The incidence of primary cardiac neoplasm is approximately 0.0001% to 0.030%, 25% are malignant, and cardiac angiosarcoma is the most common pathological type.[8] Cardiac angiosarcomas usually originate in the right atrium, and the most common sites for metastasis are the lung and the pericardium.[9] Transthoracic echocardiography is usually the initial diagnostic tool for cardiac tumors, which has a sensitivity of 93% for detecting cardiac masses. Kupsky et al have reported that the absence of a stalk was a universal finding that may help distinguish angiosarcoma from benign, primarily pedunculated such as myxom and papillary fibroelastoma.[10,11] CT scanning is a valuable supplement tool to echocardiography. Magnetic resonance imaging (MRI) is often used to detect tissue characterization and tumor infiltration.[12]18F-FDG PET-CT could be used to noninvasively determine malignant tumors with a sensitivity of 100%.[13] However, MRI, CT, or PET-CT cannot replace biopsy for the final diagnosis. Literatures have ever been reported that pericardial fluid analysis in 15 cases (88%), and the results were negative for malignancy in all.[11] Pericardiocentesis frequently yields bloody or necrotic tissues, cytology is often negative involvement.[14,15] Just as we have done, pericardiocentesis and CT-guided biopsy were all failure. Cardiac angiosarcoma was diagnosed after exploratory thoracotomy. Immunohistochemistry staining of CD31 and CD34 confirmed endothelial origin. Ki67 was used as a prognostic factor. High values (≥10%) have been statistically correlated with poor survival outcome.[16]

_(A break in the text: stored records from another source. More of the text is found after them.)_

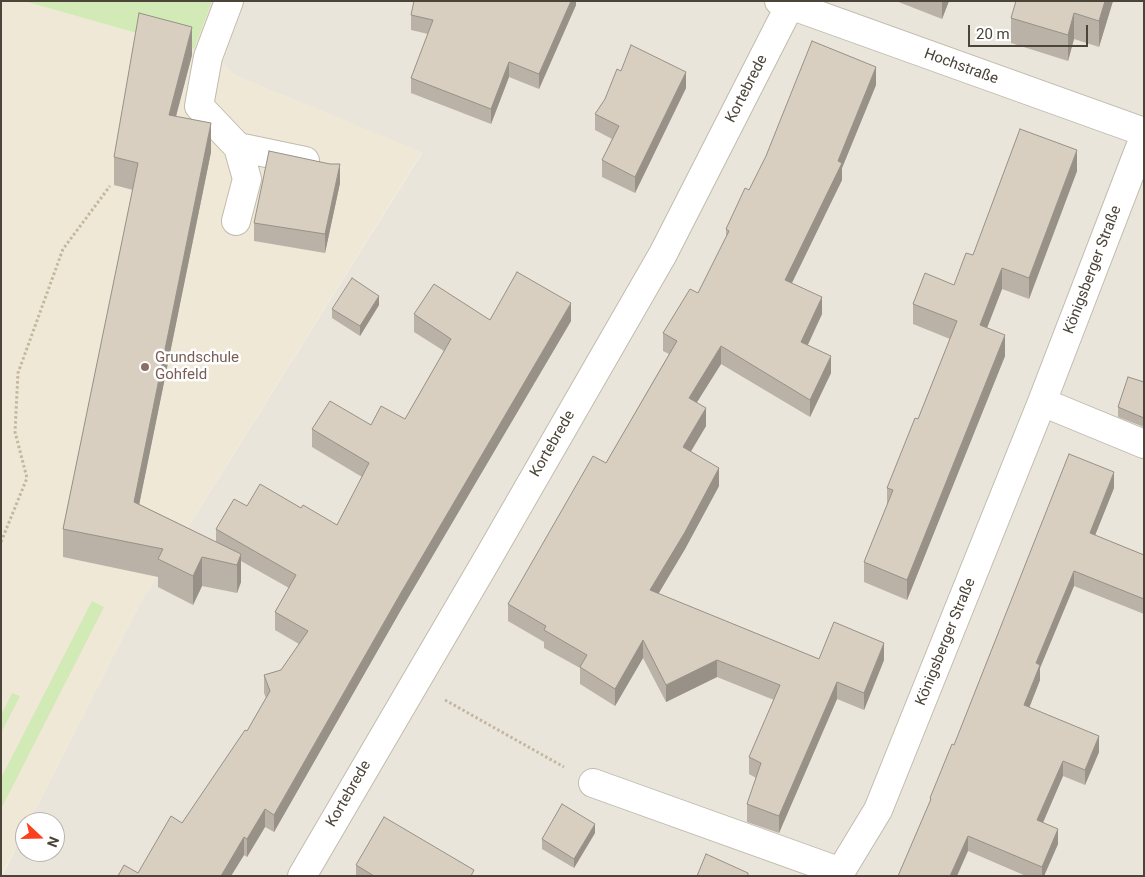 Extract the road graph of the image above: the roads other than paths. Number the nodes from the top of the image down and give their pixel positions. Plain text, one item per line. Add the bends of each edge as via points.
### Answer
1 (229, 1) edge
2 (784, 3) edge
3 (1144, 132) edge
4 (1144, 137) edge
5 (238, 147) junction
6 (333, 167) edge
7 (236, 221) dead end
8 (1042, 402) junction
9 (1144, 444) edge
10 (593, 783) road end
11 (840, 874) edge
12 (302, 876) edge

1 - 5 street via 208,57 200,106
2 - 3 street, Hochstraße
2 - 12 street, Kortebrede via 663,254
4 - 8 street, Königsberger Straße
5 - 6 street
5 - 7 street via 247,180
8 - 9 street
8 - 11 street, Königsberger Straße via 878,810
10 - 11 street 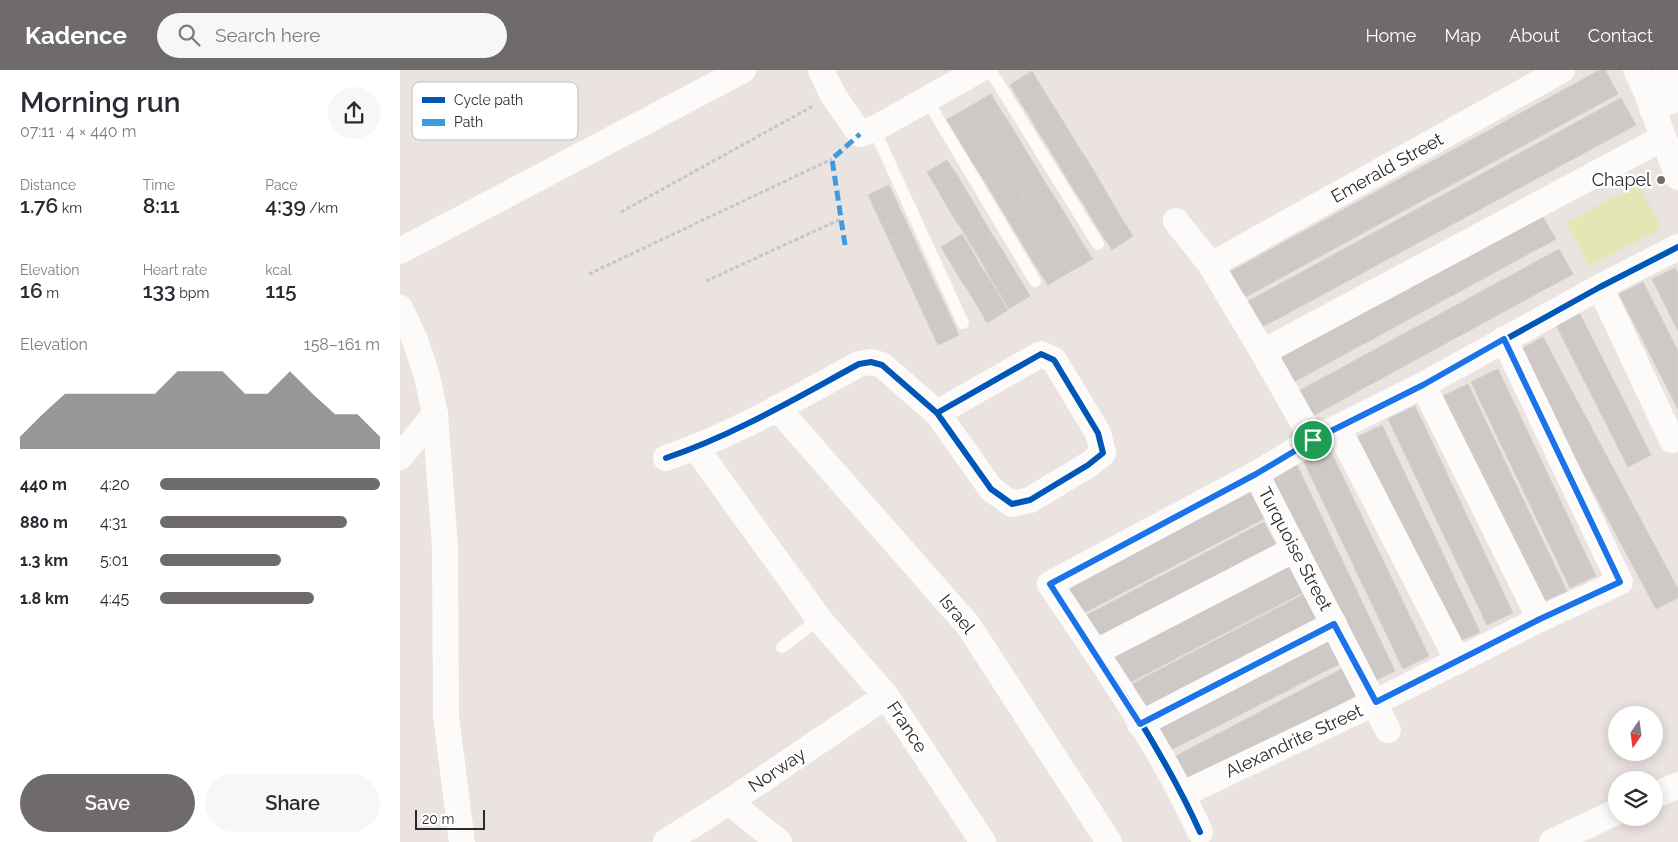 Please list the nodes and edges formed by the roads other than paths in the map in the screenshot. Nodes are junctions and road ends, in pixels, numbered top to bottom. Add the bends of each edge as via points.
1 (821, 70) edge
2 (979, 70) edge
3 (990, 70) edge
4 (1562, 70) edge
5 (729, 73) edge
6 (1678, 74) edge
7 (1644, 89) edge
8 (1678, 98) edge
9 (927, 100) junction
10 (874, 129) junction
11 (1663, 138) junction
12 (1678, 177) edge
13 (1176, 222) dead end
14 (1098, 244) dead end
15 (1678, 247) edge
16 (400, 251) edge
17 (1211, 265) junction
18 (1035, 281) dead end
19 (1600, 287) junction
20 (400, 308) edge
21 (963, 323) dead end
22 (1504, 339) junction
23 (1263, 352) junction
24 (1423, 385) junction
25 (777, 408) junction
26 (937, 413) junction
27 (436, 414) junction
28 (1338, 428) junction
29 (1313, 440) junction
30 (1672, 440) dead end
31 (696, 448) junction
32 (400, 457) edge
33 (666, 458) dead end
34 (1256, 474) junction
35 (1295, 549) junction
36 (819, 619) junction
37 (1540, 619) junction
38 (1334, 624) junction
39 (782, 647) dead end
40 (1096, 652) junction
41 (1458, 661) junction
42 (886, 696) junction
43 (1376, 702) junction
44 (1140, 724) junction
45 (1388, 730) dead end
46 (1678, 785) edge
47 (1663, 792) edge
48 (1183, 794) junction
49 (730, 802) junction
50 (1608, 816) edge
51 (1200, 832) dead end
52 (462, 842) edge
53 (666, 842) edge
54 (779, 842) edge
55 (984, 842) edge
56 (1109, 842) edge
57 (1552, 842) edge

1 - 10 street via 833,95 860,134
2 - 9 street
3 - 14 lane
4 - 17 street, Emerald Street
5 - 16 street
6 - 7 street
7 - 8 street
7 - 11 street
9 - 10 street
9 - 18 lane
10 - 21 lane
11 - 12 street
11 - 23 street
13 - 17 street
15 - 19 street
17 - 23 street
19 - 22 street
19 - 30 street
20 - 27 street via 415,340
22 - 24 street
22 - 37 street, Alexandrite Street via 1620,582
23 - 29 street
24 - 28 street
24 - 37 street
25 - 26 street via 859,364 871,362 882,365
25 - 31 street
25 - 56 street, Israel via 968,625
26 - 26 street via 991,489 1012,504 1030,500 1103,453 1098,433 1054,360 1041,354
27 - 32 street
27 - 52 street via 445,547 446,715
28 - 29 street
28 - 41 street
29 - 34 street
31 - 33 street
31 - 36 street, France
34 - 35 street, Turquoise Street
34 - 40 street via 1050,584
35 - 38 street, Turquoise Street
35 - 40 street
36 - 39 lane
36 - 42 street, France
37 - 41 street, Alexandrite Street
38 - 43 street, Turquoise Street
38 - 44 street
40 - 44 street
41 - 43 street, Alexandrite Street
42 - 49 street, Norway
42 - 55 street, France
43 - 45 street, Turquoise Street
43 - 48 street, Alexandrite Street
44 - 48 street
46 - 47 street
48 - 51 street
49 - 53 street, Norway
49 - 54 street
50 - 57 street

Surgical resection remains the first-line treatment of choice. Unfortunately, many patients lost their operating opportunities when found it. Adjuvant therapies, including chemotherapy and radiotherapy are all debatable. No randomized controlled trials have been performed to provide evidence to these adjuvant therapies. With regard to targeted therapy, Imatinib[17] is not found to be an active agent against advanced sarcoma in phase II trials. Sorafenib[18] exerts activity against angiosarcoma, with 3.8 and 14.9 months progression-free survival and overall survival, respectively. Bevacizumab[19] is effective for angiosarcoma with 57% (13/23) patients showing a response and no progression. This patient experienced chemotherapy with docetaxel which has been reported antitumor activity in angiosarcoma.[5–7] The efficacy was evaluated as progression after 2 cycles. Bevacizumab was combined with chemotherapy for 3 months to this patient. Unfortunately, the tumor was still in progress. She survived for 10 months and died. The literatures have reported that the prognosis of cardiac angiosarcoma is generally poor, with survival ranging from 6 to 12 months after the diagnosis has been established.[20] Although, this case responds poorly to chemotherapy and targeted therapy, some of limited cases, after radical resection, a multidisciplinary approach with adjuvant chemotherapy, radiotherapy, and targeted therapy may improve overall survival even reaching 33 months.[21–23]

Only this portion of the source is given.